Assessing thermometric performance of Sr2CeO4 and Sr2CeO4:Ln3+ (Ln3+ = Sm3+, Ho3+, Nd3+, Yb3+) nanocrystals in spectral and temporal domain

Abstract

Luminescent thermometry is rapidly growing experimental technique of thermal sensing, which provides the temperature detection in real time and contactless way. To address existing challenges of accurate temperature measurement, we developed and investigated new Sr2CeO4 nanocrystalline inorganic dual luminescence temperature sensors and optimized their temperature sensitivity and temperature operating range by introducing lanthanide co-dopants (Ln3+ = Ho3+, Yb3+, Nd3+, Sm3+) to luminescent Ce3+ ions in . Both, spectral and temporal temperature susceptibility of newly developed sensors, have been demonstrated and evaluated.

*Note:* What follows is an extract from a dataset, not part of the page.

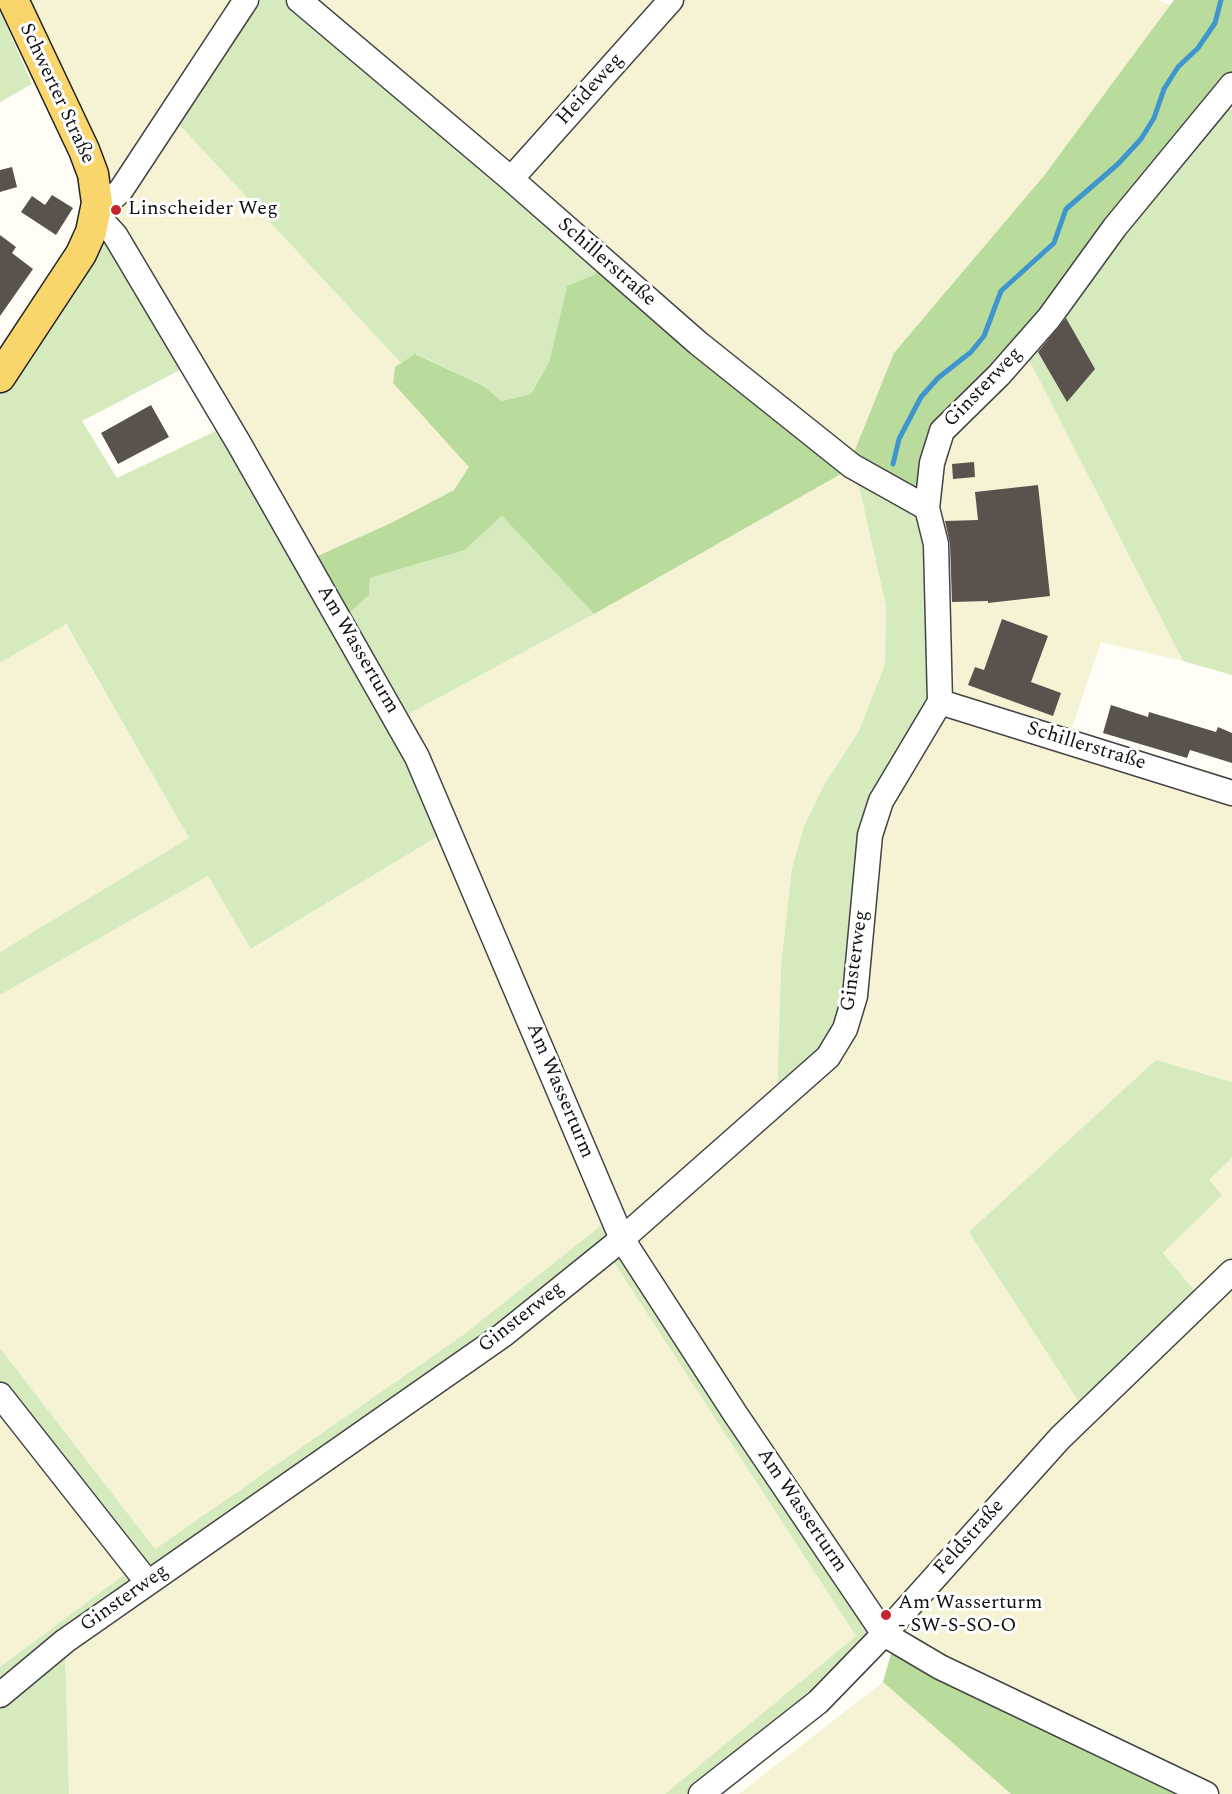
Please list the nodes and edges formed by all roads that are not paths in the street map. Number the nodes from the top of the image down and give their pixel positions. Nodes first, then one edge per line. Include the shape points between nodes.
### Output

In general, lanthanide doping leads to the shortening of luminescent decay time owing to enhanced thermal quenching rate. Among all Ln3+ ions studied here, the employment of Yb3+ ions provides the widest temperature range and highest relative temperature sensitivities, both, based on luminescence lifetime and ratiometric luminescence operating principles (2.80%/oC at −45 °C). However, for temperatures above 50 °C, the Sr2CeO4:Ho3+ ratiometric luminescent thermometer is proven to perform better, which exhibited relative sensitivities above 1%/oC. The advantage of using Ho3+ and Sm3+ doped Sr2CeO4 nanocrystalline luminescent thermometers is the fact, their visible emission colour is responsive to temperature changes, which enables naked-eye qualitative evaluation as well. It is worth noticing, to the best of our knowledge this works reports the highest relative sensitivity for Ln4+ based luminescent thermometers.